Do some quick and dirty with Guile FFI

These days I'm facinated in working on MAL (stands for Make a Lisp) project with Guile. I've done several steps so far, and I'll send pull request when it's all finished. And I found my implementation in Guile-2.1 runs faster than most of others, only little slower than C version. Seems there's something to be expected. ;-)

Today I don't want to talk about this project. I want to discuss FFI in Guile. The reason why I jump to play FFI is because the spec of MAL uses PCRE for its tokenizer hint. Personally, I don't think it's good idea. Because in this case, PCRE regex hides all the lexer details for compiler writers. But if it's for beginner compiler hackers, this would reduce their pain on lexer.

Let me get into the topic in short, Guile has no good enough PCRE implementation so far. Oh, yes, there is my favorite irregex, very cool stuff, and supports most of PCRE features. Well, but I don't want to send my pull request including this lib, since it's too big. I would like to try a tiny & elegant solution.
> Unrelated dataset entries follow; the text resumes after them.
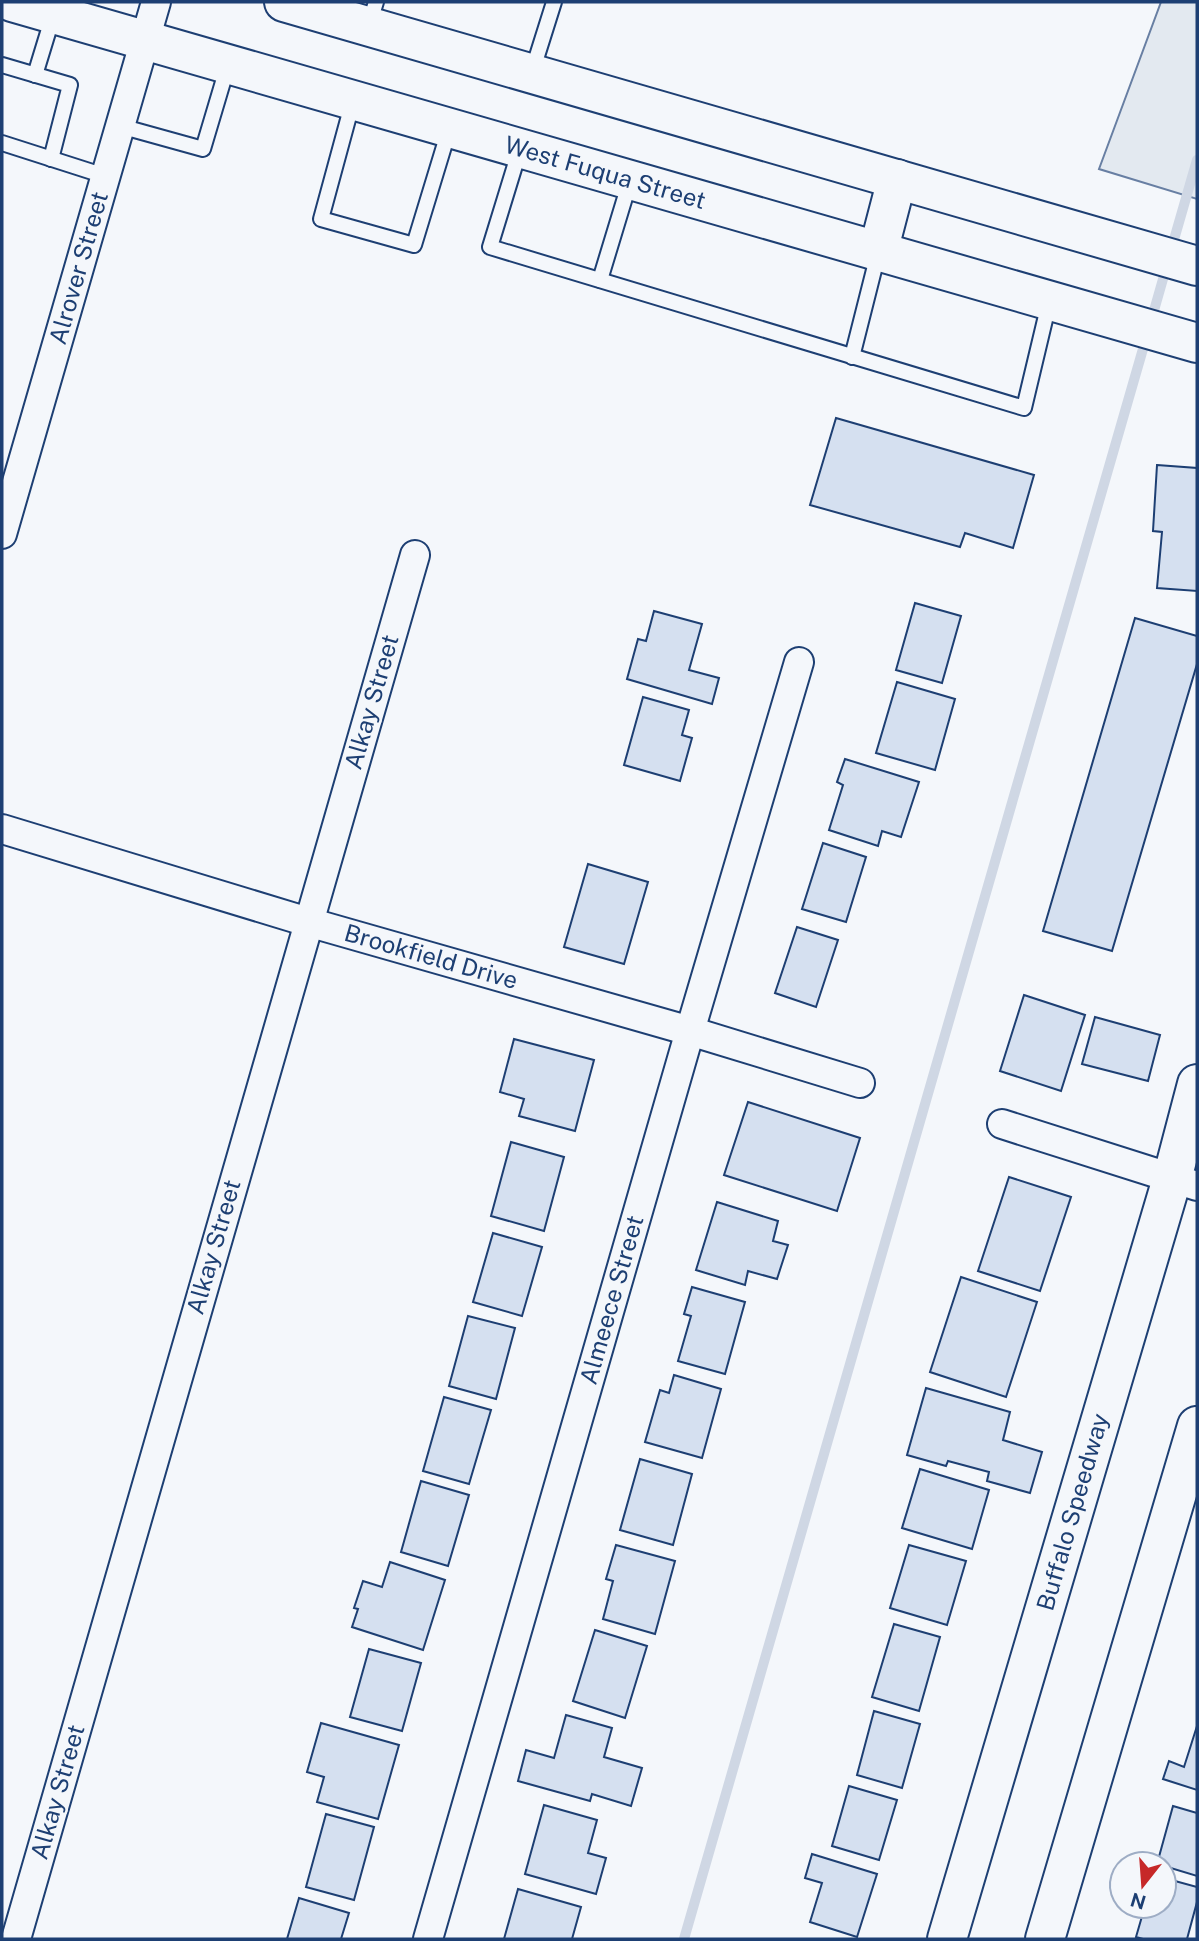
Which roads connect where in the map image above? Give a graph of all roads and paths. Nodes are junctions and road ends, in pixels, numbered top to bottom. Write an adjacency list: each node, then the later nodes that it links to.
1 (12, 2): 5 (main road, West Fuqua Street)
2 (156, 2): 7 (street, Alrover Street)
3 (284, 2): 6 (main road)
4 (554, 2): 10 (lane)
5 (54, 13): 7 (main road, West Fuqua Street); 11 (lane)
6 (372, 14): 10 (main road)
7 (145, 40): 8 (main road, West Fuqua Street); 13 (street, Alrover Street)
8 (228, 64): 12 (main road, West Fuqua Street); 13 (lane)
9 (2, 65): 11 (lane)
10 (531, 73): 19 (main road)
11 (35, 75): 17 (lane)
12 (354, 100): 14 (main road, West Fuqua Street); 14 (lane)
13 (120, 126): 18 (street, Alrover Street)
14 (450, 128): 16 (main road, West Fuqua Street)
15 (2, 143): 17 (lane)
16 (520, 148): 20 (main road, West Fuqua Street); 23 (lane)
17 (51, 159): 18 (lane)
18 (105, 176): 27 (street, Alrover Street)
19 (897, 179): 21 (main road); 22 (main road)
20 (630, 181): 21 (main road, West Fuqua Street); 23 (lane)
21 (878, 252): 24 (main road, West Fuqua Street); 26 (lane)
22 (1197, 266)
23 (600, 280): 26 (lane)
24 (1049, 302): 25 (main road, West Fuqua Street); 26 (lane)
25 (1197, 343)
26 (852, 357)
27 (2, 534)
28 (415, 555): 31 (street, Alkay Street)
29 (799, 662): 32 (street, Almeece Street)
30 (2, 829): 31 (street, Brookfield Drive)
31 (308, 922): 32 (street, Brookfield Drive); 38 (street, Alkay Street)
32 (690, 1031): 33 (street, Brookfield Drive); 39 (street, Almeece Street)
33 (860, 1083)
34 (1197, 1084): 36 (main road, Buffalo Speedway)
35 (1002, 1124): 36 (street)
36 (1184, 1182): 40 (main road, Buffalo Speedway)
37 (1197, 1426): 41 (main road)
38 (16, 1939)
39 (428, 1939)
40 (947, 1939)
41 (1045, 1939)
Then I saw FFI.

This case uses libpcre, if you need libpcre2, hmm...at least you have this article, right?

Prelude

There's something we need to put in front of code:

(use-modules (rnrs)            ; for bytevectors
             (system foreign)) ; for FFI

;; Get dynamic link from .so file, note you don't have to write .so explicitly.
(define pcre-ffi (dynamic-link "libpcre"))

Bind functions

Now pick existed functions in the .so lib you want to bind to Guile.

(define %pcre-compile2
  (pointer->procedure '*                                       ; specify return type, here, it's a pointer
                       (dynamic-func "pcre_compile2" pcre-ffi) ; get function pointer you want
                       (list '* int '* '* '* '*))              ; declare arguments' types according to function signature
...

Note, no matter what kind of C pointer you faced, '* is the only way to go.

pointer->procedure is used to convert C function pointer to a Guile callable procedure.

Helper functions

These helper functions would be useful as you will learn later.

(define (make-blob-pointer len)
  (bytevector->pointer (make-bytevector len)))

(define* (make-c-type-wrapper v l h type set ref #:optional (endian 'little))
  (define size (sizeof type))
  (define _obj (make-bytevector size 0))
  (or (and (> v l) (< v h)) (error "value is overflow!" v))
  (if (> size 1) (set _obj 0 v endian) (set _obj 0 v)) 
  (lambda (cmd . arg)
    (case cmd
      ((ref) (if (> size 1) (ref _obj 0 endian) (ref _obj 0)))
      ((set)
       (or (and (> (car arg) l) (< (car arg) h)) (error "value is overflow!" v))
       (if (> size 1) (set _obj 0 (car arg) endian) (set _obj 0 (car arg)))) 
      ((&) (bytevector->pointer _obj))
      (else (error "Invalid cmd, should be ref/set/&" cmd)))))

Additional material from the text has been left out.